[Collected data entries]
┌──
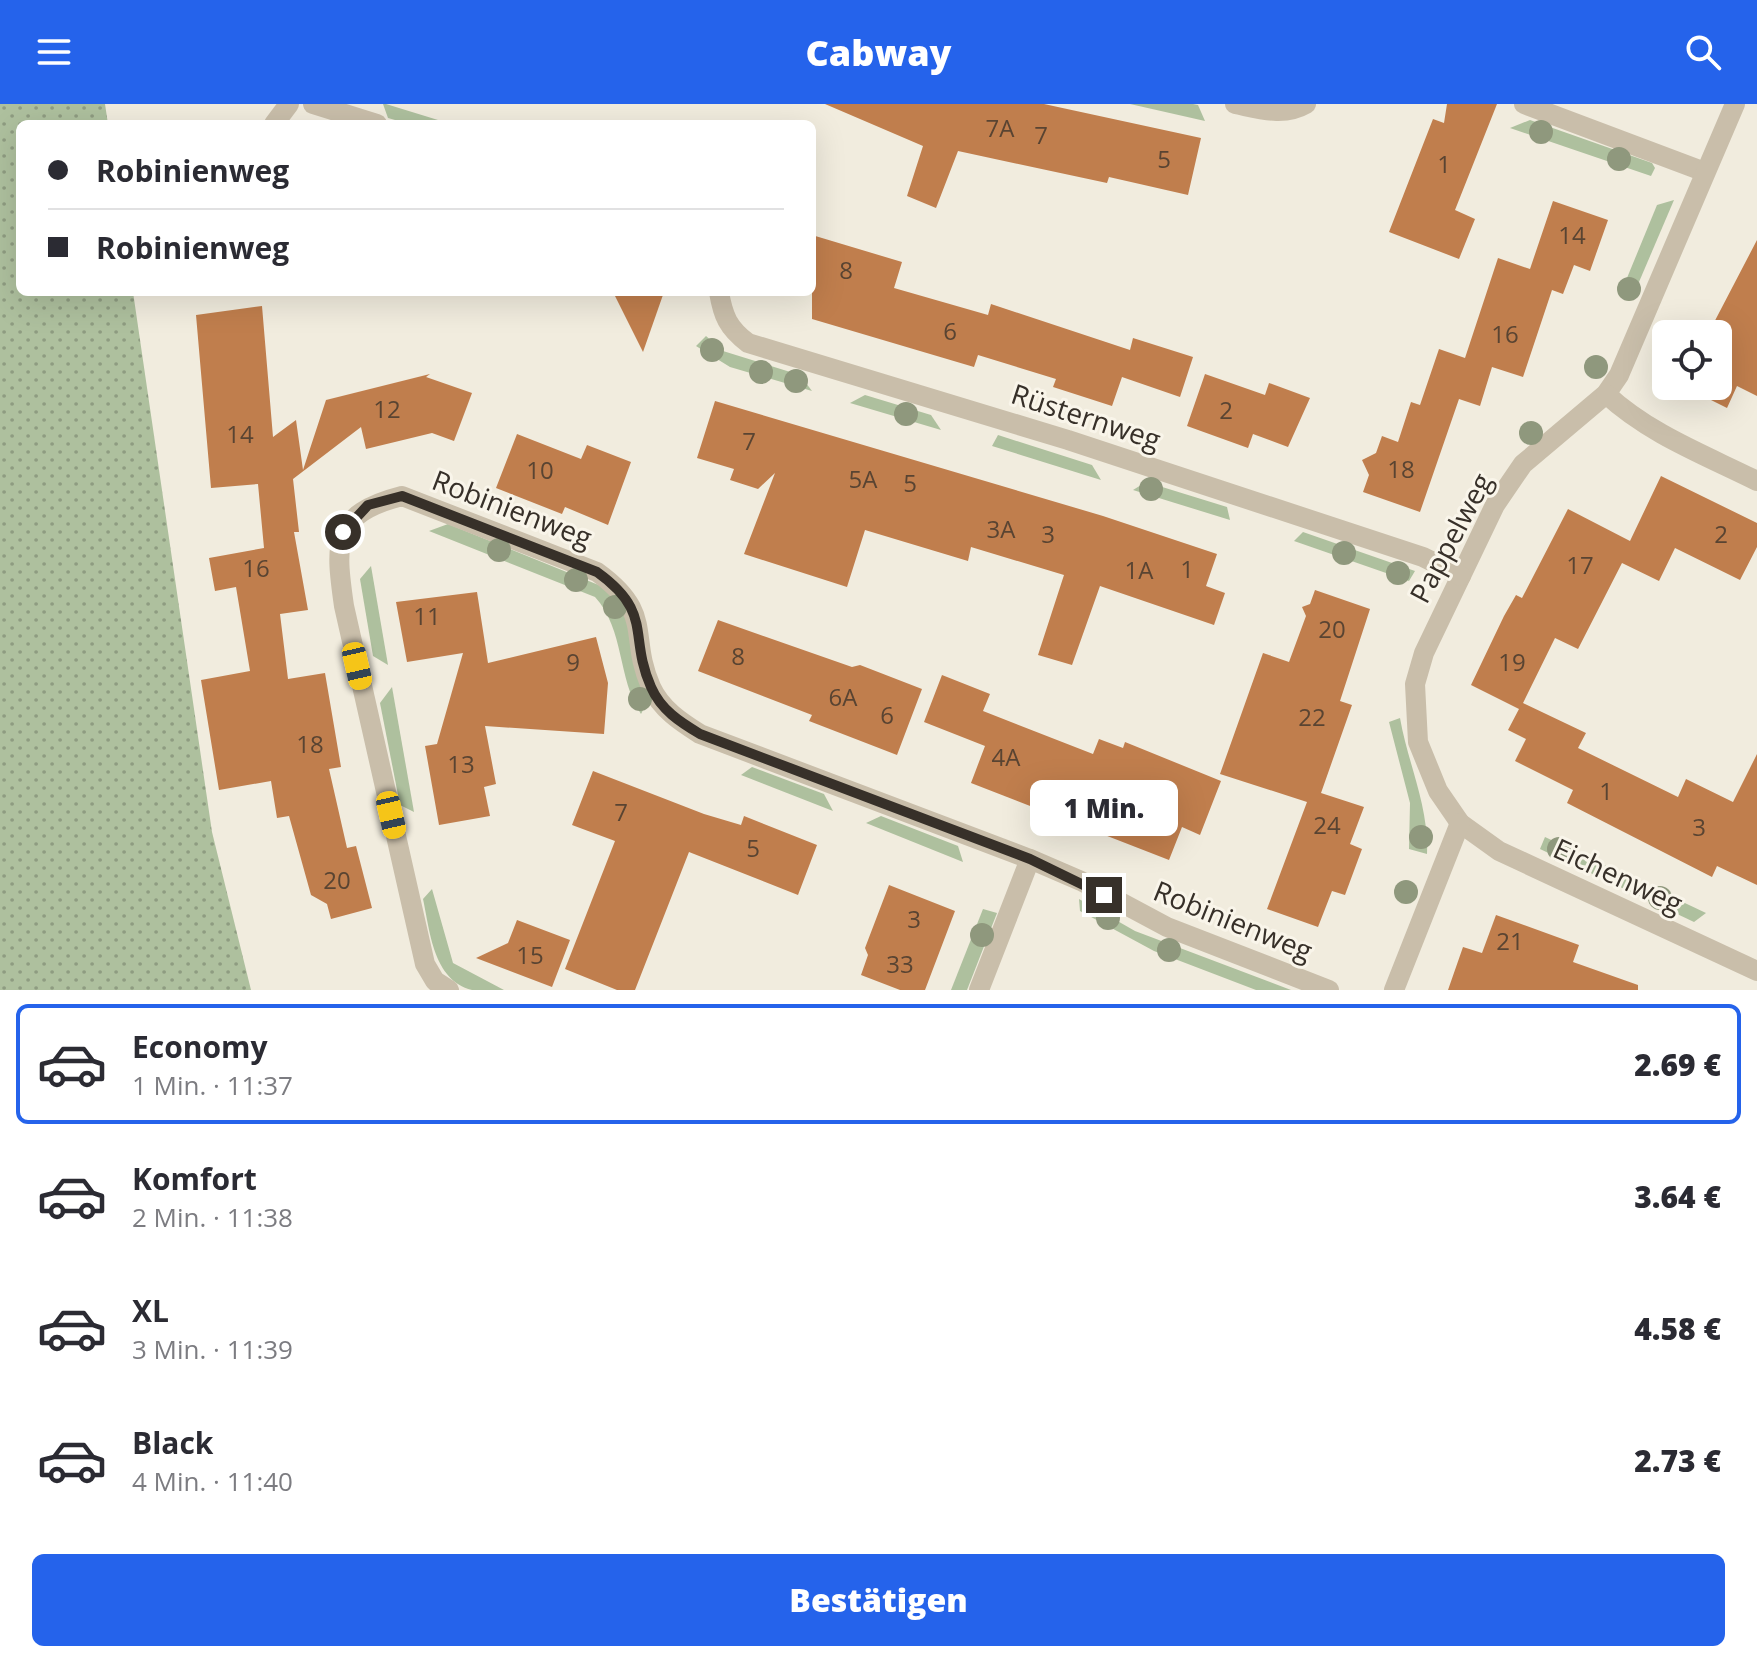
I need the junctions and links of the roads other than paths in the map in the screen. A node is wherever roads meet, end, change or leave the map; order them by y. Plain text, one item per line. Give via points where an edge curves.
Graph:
1 (313, 104) edge
2 (1235, 104) edge
3 (1306, 104) edge
4 (1524, 104) edge
5 (1735, 104) edge
6 (364, 120) edge
7 (1705, 172) junction
8 (720, 296) edge
9 (1606, 394) junction
10 (1757, 481) edge
11 (1461, 576) junction
12 (1460, 823) junction
13 (1030, 859) junction
14 (1757, 971) edge
15 (449, 990) edge
16 (979, 990) edge
17 (1329, 990) edge
18 (1394, 990) edge

1 - 6 street
2 - 3 street via 1294,111
4 - 7 street
5 - 7 street, Pappelweg
7 - 9 street, Pappelweg via 1619,375
8 - 11 street, Rüsternweg via 732,331 748,343 1097,449 1423,557
9 - 10 street via 1654,430
9 - 11 street, Pappelweg via 1523,464 1495,505
11 - 12 street, Pappelweg via 1424,653 1414,715 1427,770
12 - 14 street, Eichenweg via 1499,851
12 - 18 street
13 - 15 street, Robinienweg via 700,734 676,719 654,694 638,619 617,586 597,572 402,496 368,505 343,532 338,563 425,964 435,981
13 - 16 street
13 - 17 street, Robinienweg via 1167,927

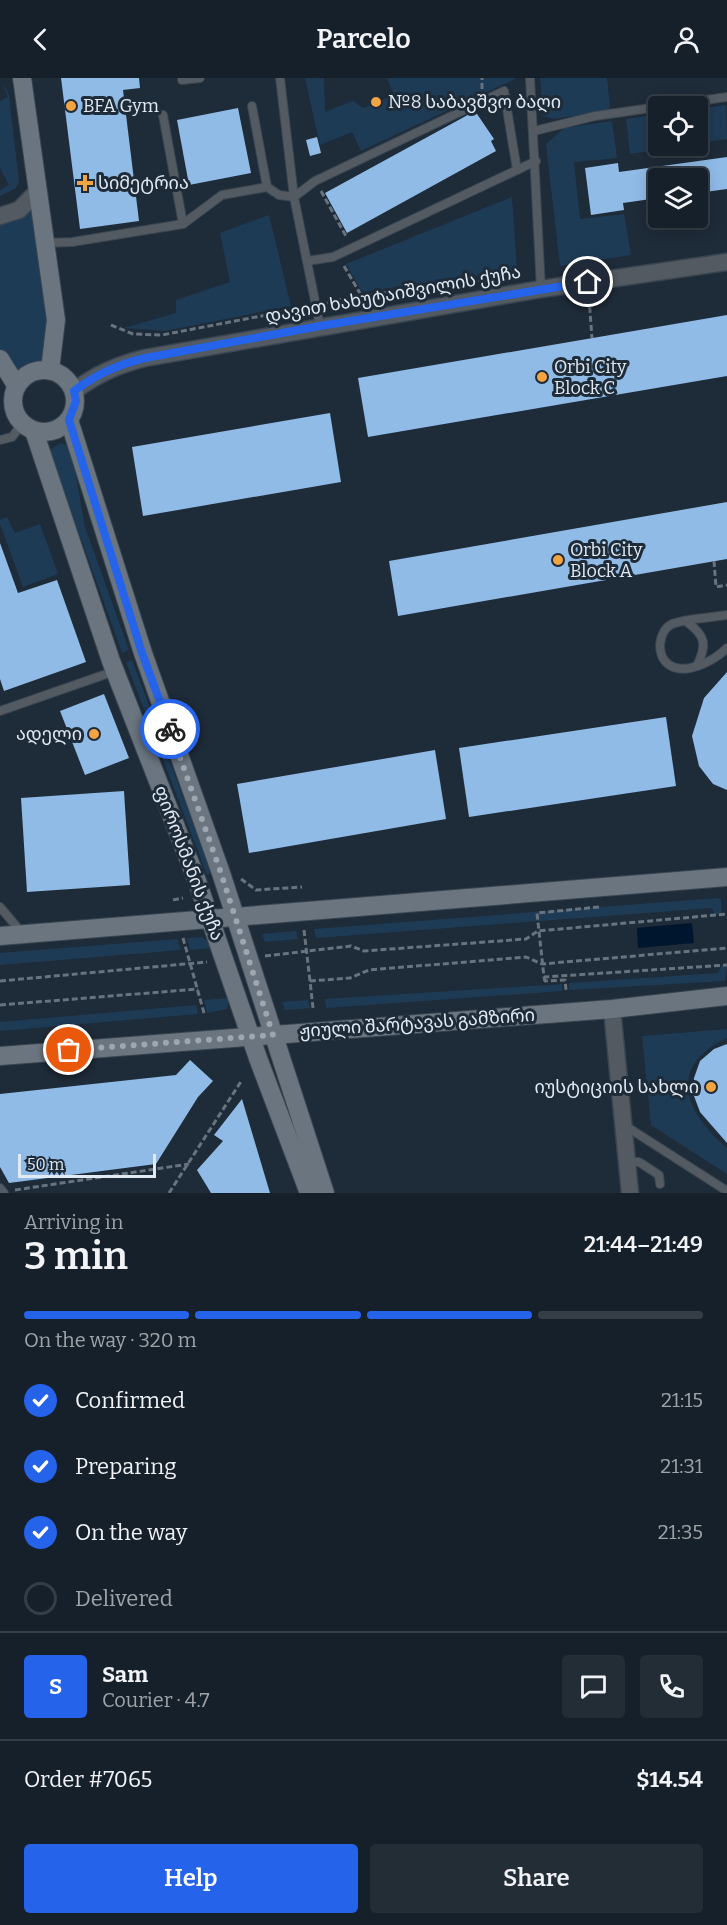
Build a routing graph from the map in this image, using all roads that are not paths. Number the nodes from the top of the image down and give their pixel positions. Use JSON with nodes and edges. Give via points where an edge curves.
{"nodes":[{"id":1,"x":22,"y":78,"type":"edge"},
{"id":2,"x":200,"y":78,"type":"edge"},
{"id":3,"x":280,"y":78,"type":"edge"},
{"id":4,"x":530,"y":78,"type":"edge"},
{"id":5,"x":183,"y":80,"type":"dead end"},
{"id":6,"x":727,"y":97,"type":"edge"},
{"id":7,"x":708,"y":100,"type":"edge"},
{"id":8,"x":252,"y":106,"type":"dead end"},
{"id":9,"x":648,"y":108,"type":"edge"},
{"id":10,"x":163,"y":115,"type":"dead end"},
{"id":11,"x":534,"y":131,"type":"junction"},
{"id":12,"x":536,"y":162,"type":"junction"},
{"id":13,"x":517,"y":170,"type":"junction"},
{"id":14,"x":267,"y":187,"type":"junction"},
{"id":15,"x":38,"y":191,"type":"junction"},
{"id":16,"x":294,"y":197,"type":"junction"},
{"id":17,"x":0,"y":216,"type":"edge"},
{"id":18,"x":183,"y":224,"type":"junction"},
{"id":19,"x":46,"y":243,"type":"junction"},
{"id":20,"x":307,"y":261,"type":"junction"},
{"id":21,"x":727,"y":262,"type":"edge"},
{"id":22,"x":541,"y":289,"type":"junction"},
{"id":23,"x":320,"y":326,"type":"junction"},
{"id":24,"x":0,"y":359,"type":"edge"},
{"id":25,"x":50,"y":370,"type":"junction"},
{"id":26,"x":16,"y":385,"type":"junction"},
{"id":27,"x":74,"y":391,"type":"junction"},
{"id":28,"x":69,"y":420,"type":"junction"},
{"id":29,"x":28,"y":428,"type":"junction"},
{"id":30,"x":0,"y":440,"type":"edge"},
{"id":31,"x":727,"y":615,"type":"edge"},
{"id":32,"x":687,"y":622,"type":"junction"},
{"id":33,"x":727,"y":648,"type":"edge"},
{"id":34,"x":697,"y":666,"type":"junction"},
{"id":35,"x":115,"y":671,"type":"junction"},
{"id":36,"x":0,"y":711,"type":"edge"},
{"id":37,"x":727,"y":877,"type":"edge"},
{"id":38,"x":0,"y":907,"type":"edge"},
{"id":39,"x":234,"y":918,"type":"junction"},
{"id":40,"x":211,"y":919,"type":"junction"},
{"id":41,"x":23,"y":934,"type":"junction"},
{"id":42,"x":0,"y":936,"type":"edge"},
{"id":43,"x":727,"y":996,"type":"edge"},
{"id":44,"x":612,"y":1009,"type":"junction"},
{"id":45,"x":273,"y":1035,"type":"junction"},
{"id":46,"x":250,"y":1036,"type":"junction"},
{"id":47,"x":0,"y":1056,"type":"edge"},
{"id":48,"x":623,"y":1124,"type":"junction"},
{"id":49,"x":627,"y":1162,"type":"junction"},
{"id":50,"x":660,"y":1184,"type":"dead end"},
{"id":51,"x":727,"y":1191,"type":"edge"},
{"id":52,"x":309,"y":1193,"type":"edge"},
{"id":53,"x":325,"y":1193,"type":"edge"},
{"id":54,"x":630,"y":1193,"type":"edge"}],
"edges":[{"from":1,"to":15,"type":"street"},
{"from":2,"to":5,"type":"lane"},
{"from":3,"to":16,"type":"lane"},
{"from":4,"to":11,"type":"lane"},
{"from":6,"to":7,"type":"lane"},
{"from":8,"to":14,"type":"lane"},
{"from":9,"to":11,"type":"lane"},
{"from":10,"to":18,"type":"lane"},
{"from":11,"to":12,"type":"lane"},
{"from":12,"to":13,"type":"lane"},
{"from":12,"to":22,"type":"lane"},
{"from":13,"to":16,"type":"lane","via":[[504,92],[315,181]]},
{"from":13,"to":20,"type":"lane","via":[[352,248]]},
{"from":14,"to":16,"type":"lane","via":[[279,195]]},
{"from":14,"to":18,"type":"lane","via":[[222,195]]},
{"from":15,"to":17,"type":"street","via":[[19,210]]},
{"from":15,"to":19,"type":"street"},
{"from":16,"to":20,"type":"lane"},
{"from":18,"to":19,"type":"lane"},
{"from":19,"to":25,"type":"street","via":[[56,320]]},
{"from":20,"to":23,"type":"lane"},
{"from":21,"to":22,"type":"street","name":"დავით ხახუტაიშვილის ქუჩა"},
{"from":22,"to":23,"type":"street","name":"დავით ხახუტაიშვილის ქუჩა"},
{"from":23,"to":27,"type":"street","name":"დავით ხახუტაიშვილის ქუჩა","via":[[118,365],[96,374]]},
{"from":24,"to":26,"type":"street"},
{"from":25,"to":26,"type":"street","via":[[28,373]]},
{"from":25,"to":27,"type":"street","via":[[69,381]]},
{"from":26,"to":29,"type":"street","via":[[12,406]]},
{"from":27,"to":28,"type":"street","via":[[76,401]]},
{"from":28,"to":29,"type":"street","via":[[47,433]]},
{"from":28,"to":39,"type":"street","name":"ფიროსმანის ქუჩა","via":[[142,653]]},
{"from":29,"to":30,"type":"lane"},
{"from":29,"to":35,"type":"street","name":"ფიროსმანის ქუჩა"},
{"from":31,"to":32,"type":"lane"},
{"from":32,"to":34,"type":"lane","via":[[703,641],[704,651]]},
{"from":32,"to":34,"type":"lane","via":[[665,629],[660,645],[662,657],[676,668]]},
{"from":33,"to":34,"type":"lane","via":[[716,659]]},
{"from":35,"to":36,"type":"lane"},
{"from":35,"to":40,"type":"street","name":"ფიროსმანის ქუჩა"},
{"from":37,"to":39,"type":"street"},
{"from":38,"to":41,"type":"lane"},
{"from":39,"to":40,"type":"street"},
{"from":39,"to":45,"type":"street","name":"ფიროსმანის ქუჩა"},
{"from":40,"to":41,"type":"street"},
{"from":40,"to":46,"type":"street","name":"ფიროსმანის ქუჩა"},
{"from":41,"to":42,"type":"street"},
{"from":43,"to":44,"type":"street","name":"ჟიული შარტავას გამზირი"},
{"from":44,"to":45,"type":"street","name":"ჟიული შარტავას გამზირი"},
{"from":44,"to":48,"type":"street"},
{"from":45,"to":46,"type":"street","name":"ჟიული შარტავას გამზირი"},
{"from":45,"to":53,"type":"street","name":"ფიროსმანის ქუჩა"},
{"from":46,"to":47,"type":"street","name":"ჟიული შარტავას გამზირი"},
{"from":46,"to":52,"type":"street","name":"ფიროსმანის ქუჩა"},
{"from":48,"to":49,"type":"street"},
{"from":48,"to":51,"type":"lane"},
{"from":49,"to":50,"type":"lane","via":[[639,1162],[658,1175]]},
{"from":49,"to":54,"type":"street"}]}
└──
Select all lines with the word "ფიროსმანის" from the entries above.

Task solution ->
{"from":28,"to":39,"type":"street","name":"ფიროსმანის ქუჩა","via":[[142,653]]},
{"from":29,"to":35,"type":"street","name":"ფიროსმანის ქუჩა"},
{"from":35,"to":40,"type":"street","name":"ფიროსმანის ქუჩა"},
{"from":39,"to":45,"type":"street","name":"ფიროსმანის ქუჩა"},
{"from":40,"to":46,"type":"street","name":"ფიროსმანის ქუჩა"},
{"from":45,"to":53,"type":"street","name":"ფიროსმანის ქუჩა"},
{"from":46,"to":52,"type":"street","name":"ფიროსმანის ქუჩა"},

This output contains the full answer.